Однако Виньи — поэт слишком чуждый Пушкину, чтобы его примером можно было что-нибудь французам объяснить.
Едва ли они когда-нибудь поймут Пушкина. Едва ли мы когда-нибудь достойно переведем его. И едва ли при упоминании имени его мы добьемся чего-либо большего, чем вежливо-недоверчивой улыбки. Но печалиться тут нечего. Скорей, надо гордиться.
С опозданием и с извинением за опоздание я хочу все-таки написать несколько слов о недавней лекции кн. Святополка-Мирского, устроенной журналом «Версты».
Странный это был доклад. Какая была цель у лектора, не знаю: удивить публику, озадачить ее, рассмешить, разозлить или просто «эпатировать»? Никакой цели он во всяком случае не достиг. Лекция была запальчива по тону, со множеством выпадов, резких и крикливых. Но вместе с тем она была крайне бледна и скучна.

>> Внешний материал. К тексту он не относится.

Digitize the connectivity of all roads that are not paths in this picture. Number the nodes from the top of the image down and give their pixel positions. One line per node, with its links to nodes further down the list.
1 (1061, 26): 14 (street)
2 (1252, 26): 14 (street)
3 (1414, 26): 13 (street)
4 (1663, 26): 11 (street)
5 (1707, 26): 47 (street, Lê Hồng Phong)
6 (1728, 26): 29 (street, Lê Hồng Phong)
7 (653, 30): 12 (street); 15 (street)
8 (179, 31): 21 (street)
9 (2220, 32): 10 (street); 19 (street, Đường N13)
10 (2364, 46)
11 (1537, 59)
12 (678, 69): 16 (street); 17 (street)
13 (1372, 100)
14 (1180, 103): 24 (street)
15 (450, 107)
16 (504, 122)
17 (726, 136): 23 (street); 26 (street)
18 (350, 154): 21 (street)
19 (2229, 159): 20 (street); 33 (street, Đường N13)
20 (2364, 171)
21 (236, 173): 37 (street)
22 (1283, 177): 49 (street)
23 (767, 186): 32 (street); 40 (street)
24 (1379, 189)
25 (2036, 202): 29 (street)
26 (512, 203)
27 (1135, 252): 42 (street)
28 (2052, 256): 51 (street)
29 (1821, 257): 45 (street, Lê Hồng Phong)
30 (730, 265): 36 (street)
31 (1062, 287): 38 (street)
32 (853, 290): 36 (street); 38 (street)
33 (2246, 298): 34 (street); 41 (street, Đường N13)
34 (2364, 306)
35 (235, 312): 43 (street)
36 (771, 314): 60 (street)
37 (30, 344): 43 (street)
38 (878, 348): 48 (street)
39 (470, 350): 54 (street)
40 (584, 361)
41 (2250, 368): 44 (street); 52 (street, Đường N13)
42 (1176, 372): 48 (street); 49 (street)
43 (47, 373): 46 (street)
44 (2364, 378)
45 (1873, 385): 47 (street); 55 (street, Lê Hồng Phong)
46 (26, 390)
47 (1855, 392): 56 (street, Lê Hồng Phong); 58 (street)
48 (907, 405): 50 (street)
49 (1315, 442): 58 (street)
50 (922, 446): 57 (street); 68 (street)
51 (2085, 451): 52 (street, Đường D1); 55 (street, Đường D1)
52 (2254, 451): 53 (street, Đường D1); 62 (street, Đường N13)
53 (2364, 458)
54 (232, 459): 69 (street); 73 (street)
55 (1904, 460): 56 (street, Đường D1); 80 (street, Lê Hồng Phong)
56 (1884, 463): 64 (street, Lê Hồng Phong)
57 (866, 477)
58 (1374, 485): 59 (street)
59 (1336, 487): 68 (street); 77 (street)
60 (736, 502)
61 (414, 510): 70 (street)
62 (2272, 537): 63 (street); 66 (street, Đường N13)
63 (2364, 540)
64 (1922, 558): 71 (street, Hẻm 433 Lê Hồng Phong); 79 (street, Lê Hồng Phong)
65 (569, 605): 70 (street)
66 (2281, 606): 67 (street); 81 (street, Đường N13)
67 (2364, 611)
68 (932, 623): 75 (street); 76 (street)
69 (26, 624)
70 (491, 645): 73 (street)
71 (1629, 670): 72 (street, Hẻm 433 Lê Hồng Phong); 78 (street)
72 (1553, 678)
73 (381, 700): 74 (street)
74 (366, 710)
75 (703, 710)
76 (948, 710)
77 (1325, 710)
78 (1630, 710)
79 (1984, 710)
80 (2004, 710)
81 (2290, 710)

Кн. Святополку-Мирскому, по-видимому, чрезвычайно нравится роль «enfant terrible» здешней русской критики (с большим ударением на «enfant», чем на «terrible»). Что же — вкусы у каждого свои. Кн. Святополку-Мирскому нравится быть «остропарадоксальным», «безумно дерзким», шаловливым. Иногда он при всем этом благоволит быть умным и убедительным. Но благоволит он довольно редко.
Лекция кн. Святополка-Мирского называлась «Культура смерти в русской литературе». Доказывалось в ней, что вся дореволюционная литература говорила о смерти, а новейшая, в лице Марины Цветаевой, Пастернака, Маяковского, призывает к Жизни. Вывод: да здравствует Марина Цветаева и оба ее жизнерадостные соратника!
Я не преувеличиваю в этом «резюме» схематичности и прямолинейности доклада. Кроме этой мысли, в нем ничего не было. Слушая кн. Святополка-Мирского, казалось, что сидишь в каком-нибудь захолустнейшем пролеткульте, где лектор изобличает гнилую буржуазную культуру. Его единственный тезис был оттенка явно марксистского, а развитие тезиса рассчитано на довольно-таки тупоголовые «широкие массы». Впрочем, перед «массами» не стоило бы разбрасывать замечания, вроде, например, такого:
— Да, Достоевский… вместе с Достоевским мне бы хотелось назвать… еще одного писателя… конечно, он гораздо значительнее… я его, конечно, гораздо выше ценю… я говорю о Розанове, конечно.